Pressemitteilung 28.04.2015

Nepal braucht unsere Unterstützung

Zum verheerenden Erdbeben in Nepal erklären Uwe Kekeritz, Sprecher für Entwicklungspolitik, und Omid Nouripour, Sprecher für Außenpolitik:

Nepal braucht schnell und unbürokratisch Unterstützung bei der Bergung von Verschütteten und Hilfe bei der Behandlung von Verletzten. Notunterkünfte, die Versorgung mit sauberem Trinkwasser und Grundnahrungsmitteln müssen rasch bereitgestellt werden. Internationale Hilfe darf sich dabei nicht nur auf die Region rund um Katmandu konzentrieren. Hilfe muss auch die ländlichen Gebiete erreichen und sie muss sich an der Bedürftigkeit der Menschen, nicht der medialen Aufmerksamkeit orientieren.

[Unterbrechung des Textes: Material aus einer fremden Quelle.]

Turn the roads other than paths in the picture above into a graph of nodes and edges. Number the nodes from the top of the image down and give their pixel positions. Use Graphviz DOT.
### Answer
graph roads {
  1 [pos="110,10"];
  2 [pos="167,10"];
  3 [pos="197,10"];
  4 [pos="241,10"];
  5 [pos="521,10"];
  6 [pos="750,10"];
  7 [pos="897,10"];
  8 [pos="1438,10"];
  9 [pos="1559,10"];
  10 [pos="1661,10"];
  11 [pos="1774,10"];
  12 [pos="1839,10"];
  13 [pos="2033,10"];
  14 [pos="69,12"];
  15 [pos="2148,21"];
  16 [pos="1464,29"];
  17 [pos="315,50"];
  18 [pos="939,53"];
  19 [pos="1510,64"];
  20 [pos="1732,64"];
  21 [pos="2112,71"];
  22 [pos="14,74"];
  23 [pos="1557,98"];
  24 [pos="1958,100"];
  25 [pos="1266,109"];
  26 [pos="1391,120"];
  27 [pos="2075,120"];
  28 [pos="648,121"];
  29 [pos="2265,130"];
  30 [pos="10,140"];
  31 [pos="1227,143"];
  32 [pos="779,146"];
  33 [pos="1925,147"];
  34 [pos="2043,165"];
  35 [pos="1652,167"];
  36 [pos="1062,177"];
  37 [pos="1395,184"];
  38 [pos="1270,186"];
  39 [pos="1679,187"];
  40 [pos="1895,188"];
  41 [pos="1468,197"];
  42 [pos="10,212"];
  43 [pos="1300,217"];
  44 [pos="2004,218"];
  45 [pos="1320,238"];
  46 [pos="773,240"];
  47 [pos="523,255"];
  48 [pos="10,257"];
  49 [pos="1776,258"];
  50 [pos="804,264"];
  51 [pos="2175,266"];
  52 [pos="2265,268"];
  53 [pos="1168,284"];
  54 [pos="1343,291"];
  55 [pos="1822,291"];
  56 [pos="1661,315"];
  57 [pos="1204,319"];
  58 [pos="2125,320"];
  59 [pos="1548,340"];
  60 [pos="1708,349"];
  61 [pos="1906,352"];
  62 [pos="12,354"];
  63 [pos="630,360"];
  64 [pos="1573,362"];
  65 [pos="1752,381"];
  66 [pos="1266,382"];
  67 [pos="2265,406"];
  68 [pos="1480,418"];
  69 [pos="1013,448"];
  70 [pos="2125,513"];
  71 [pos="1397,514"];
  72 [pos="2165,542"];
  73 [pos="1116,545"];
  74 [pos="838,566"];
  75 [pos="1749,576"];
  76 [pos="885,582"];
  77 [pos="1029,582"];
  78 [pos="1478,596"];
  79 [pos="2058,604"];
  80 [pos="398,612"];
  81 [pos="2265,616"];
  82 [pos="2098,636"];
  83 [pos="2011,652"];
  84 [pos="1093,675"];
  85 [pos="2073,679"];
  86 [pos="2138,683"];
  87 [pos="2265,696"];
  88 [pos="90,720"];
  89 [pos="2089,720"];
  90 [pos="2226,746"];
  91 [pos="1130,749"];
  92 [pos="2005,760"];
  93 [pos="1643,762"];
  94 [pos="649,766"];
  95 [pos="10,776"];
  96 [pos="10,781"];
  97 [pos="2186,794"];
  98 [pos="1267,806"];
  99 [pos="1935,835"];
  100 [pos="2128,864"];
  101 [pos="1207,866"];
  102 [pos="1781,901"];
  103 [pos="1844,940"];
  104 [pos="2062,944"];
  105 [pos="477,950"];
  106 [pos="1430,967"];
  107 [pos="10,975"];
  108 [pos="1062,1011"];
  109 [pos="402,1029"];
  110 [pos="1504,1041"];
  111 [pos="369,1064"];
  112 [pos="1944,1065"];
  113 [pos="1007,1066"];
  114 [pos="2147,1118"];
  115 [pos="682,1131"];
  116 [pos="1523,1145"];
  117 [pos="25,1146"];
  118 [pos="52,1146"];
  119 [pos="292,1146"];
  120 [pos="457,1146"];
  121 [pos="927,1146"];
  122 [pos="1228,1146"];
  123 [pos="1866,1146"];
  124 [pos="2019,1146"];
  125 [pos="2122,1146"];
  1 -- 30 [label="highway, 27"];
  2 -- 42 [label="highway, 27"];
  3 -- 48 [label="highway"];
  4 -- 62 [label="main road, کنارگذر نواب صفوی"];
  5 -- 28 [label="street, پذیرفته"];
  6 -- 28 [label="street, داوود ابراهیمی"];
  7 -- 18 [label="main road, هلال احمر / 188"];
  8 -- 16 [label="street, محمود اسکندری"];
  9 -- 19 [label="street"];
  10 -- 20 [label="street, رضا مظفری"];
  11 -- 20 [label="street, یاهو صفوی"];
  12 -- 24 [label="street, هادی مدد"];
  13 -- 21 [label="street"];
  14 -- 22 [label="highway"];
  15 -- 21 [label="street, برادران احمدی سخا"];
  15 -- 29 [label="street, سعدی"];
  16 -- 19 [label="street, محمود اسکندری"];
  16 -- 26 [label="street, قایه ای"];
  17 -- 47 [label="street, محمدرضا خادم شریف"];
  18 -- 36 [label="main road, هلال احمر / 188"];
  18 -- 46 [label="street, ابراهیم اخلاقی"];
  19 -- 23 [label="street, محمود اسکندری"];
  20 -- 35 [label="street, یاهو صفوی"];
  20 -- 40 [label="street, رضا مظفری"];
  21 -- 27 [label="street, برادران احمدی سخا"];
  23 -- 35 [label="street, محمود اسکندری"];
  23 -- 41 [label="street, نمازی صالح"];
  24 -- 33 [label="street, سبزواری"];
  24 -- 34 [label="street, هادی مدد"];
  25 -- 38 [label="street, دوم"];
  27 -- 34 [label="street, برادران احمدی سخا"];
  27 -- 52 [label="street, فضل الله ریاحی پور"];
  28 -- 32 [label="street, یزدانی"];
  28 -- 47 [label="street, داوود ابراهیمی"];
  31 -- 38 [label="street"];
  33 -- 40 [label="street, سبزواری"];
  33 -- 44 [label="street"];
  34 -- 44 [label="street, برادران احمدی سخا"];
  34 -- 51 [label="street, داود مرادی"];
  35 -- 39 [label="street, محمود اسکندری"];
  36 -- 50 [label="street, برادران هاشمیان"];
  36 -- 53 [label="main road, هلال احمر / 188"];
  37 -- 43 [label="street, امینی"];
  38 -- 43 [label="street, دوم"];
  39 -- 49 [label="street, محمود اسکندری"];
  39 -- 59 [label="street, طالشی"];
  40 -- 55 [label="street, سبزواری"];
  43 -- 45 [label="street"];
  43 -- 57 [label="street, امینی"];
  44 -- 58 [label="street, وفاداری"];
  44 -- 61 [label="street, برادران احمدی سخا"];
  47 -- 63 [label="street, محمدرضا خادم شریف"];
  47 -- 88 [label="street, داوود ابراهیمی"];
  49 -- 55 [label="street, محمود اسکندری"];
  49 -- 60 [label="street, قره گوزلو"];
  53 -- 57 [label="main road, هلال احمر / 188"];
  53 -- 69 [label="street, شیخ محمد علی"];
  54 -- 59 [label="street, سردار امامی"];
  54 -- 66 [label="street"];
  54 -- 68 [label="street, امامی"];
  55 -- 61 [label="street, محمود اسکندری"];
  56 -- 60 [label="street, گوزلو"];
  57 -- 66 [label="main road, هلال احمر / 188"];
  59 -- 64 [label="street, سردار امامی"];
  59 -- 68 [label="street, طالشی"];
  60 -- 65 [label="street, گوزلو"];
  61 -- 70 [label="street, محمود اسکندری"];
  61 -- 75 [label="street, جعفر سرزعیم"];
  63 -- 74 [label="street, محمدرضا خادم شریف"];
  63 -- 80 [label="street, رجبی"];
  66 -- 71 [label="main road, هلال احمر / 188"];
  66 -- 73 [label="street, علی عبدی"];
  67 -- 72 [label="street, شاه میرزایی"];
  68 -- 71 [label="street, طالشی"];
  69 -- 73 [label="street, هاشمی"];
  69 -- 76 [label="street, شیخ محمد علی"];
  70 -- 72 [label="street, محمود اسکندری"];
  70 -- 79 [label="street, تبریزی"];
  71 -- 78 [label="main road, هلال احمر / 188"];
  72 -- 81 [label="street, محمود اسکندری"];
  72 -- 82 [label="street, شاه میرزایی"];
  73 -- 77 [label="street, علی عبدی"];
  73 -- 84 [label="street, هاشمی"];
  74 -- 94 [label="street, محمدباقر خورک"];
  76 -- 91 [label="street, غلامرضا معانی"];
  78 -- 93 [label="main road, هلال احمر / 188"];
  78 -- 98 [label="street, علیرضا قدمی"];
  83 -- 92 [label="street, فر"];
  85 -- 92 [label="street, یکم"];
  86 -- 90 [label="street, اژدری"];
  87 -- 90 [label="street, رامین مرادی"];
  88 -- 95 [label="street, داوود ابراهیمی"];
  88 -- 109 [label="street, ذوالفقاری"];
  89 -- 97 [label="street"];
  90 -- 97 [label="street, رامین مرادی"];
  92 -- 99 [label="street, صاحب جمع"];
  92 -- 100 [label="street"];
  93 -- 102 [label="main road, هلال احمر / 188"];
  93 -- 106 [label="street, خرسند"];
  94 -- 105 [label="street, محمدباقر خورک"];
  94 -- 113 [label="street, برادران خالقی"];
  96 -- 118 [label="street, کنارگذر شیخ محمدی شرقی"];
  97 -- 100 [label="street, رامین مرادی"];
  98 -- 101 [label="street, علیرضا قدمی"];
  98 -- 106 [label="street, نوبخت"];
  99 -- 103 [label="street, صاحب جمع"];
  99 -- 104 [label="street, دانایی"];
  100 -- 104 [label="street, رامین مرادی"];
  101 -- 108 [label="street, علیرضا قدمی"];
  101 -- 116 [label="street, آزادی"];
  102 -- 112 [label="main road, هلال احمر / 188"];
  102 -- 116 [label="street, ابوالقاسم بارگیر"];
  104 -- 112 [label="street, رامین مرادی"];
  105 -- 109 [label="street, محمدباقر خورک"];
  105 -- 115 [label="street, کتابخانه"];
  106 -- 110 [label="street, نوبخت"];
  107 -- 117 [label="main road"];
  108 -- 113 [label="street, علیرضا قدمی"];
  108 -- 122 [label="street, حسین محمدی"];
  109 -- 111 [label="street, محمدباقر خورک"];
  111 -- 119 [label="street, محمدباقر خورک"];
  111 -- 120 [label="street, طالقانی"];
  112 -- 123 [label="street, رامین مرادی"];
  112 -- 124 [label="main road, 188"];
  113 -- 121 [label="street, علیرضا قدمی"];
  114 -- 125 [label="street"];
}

Wir begrüßen die Hilfszusagen der Bundesregierung für Nepal. Am Ende wird zählen, dass Nepal, eines der ärmsten Länder der Welt, nicht nur kurzfristige Unterstützung bekommt.

Aus der humanitären Katastrophe in Haiti haben wir gelernt, wie wichtig es ist, auch nach Abklingen der Medienberichterstattung, den Wiederaufbau des Landes weiterzuverfolgen und zu begleiten. Gerade in Ländern, in denen die Regierungen mit derartigen Tragödien überfordert sind, müssen wir weitere Katastrophen, wie die Ausbreitung von Seuchen, verhindern.

Das Erdbeben vom vergangenen Samstag trifft Nepal in einem unvorstellbaren Ausmaß. Wir trauern um die Opfer. Unsere Gedanken sind bei den Angehörigen, die in den Trümmern noch immer nach Vermissten suchen.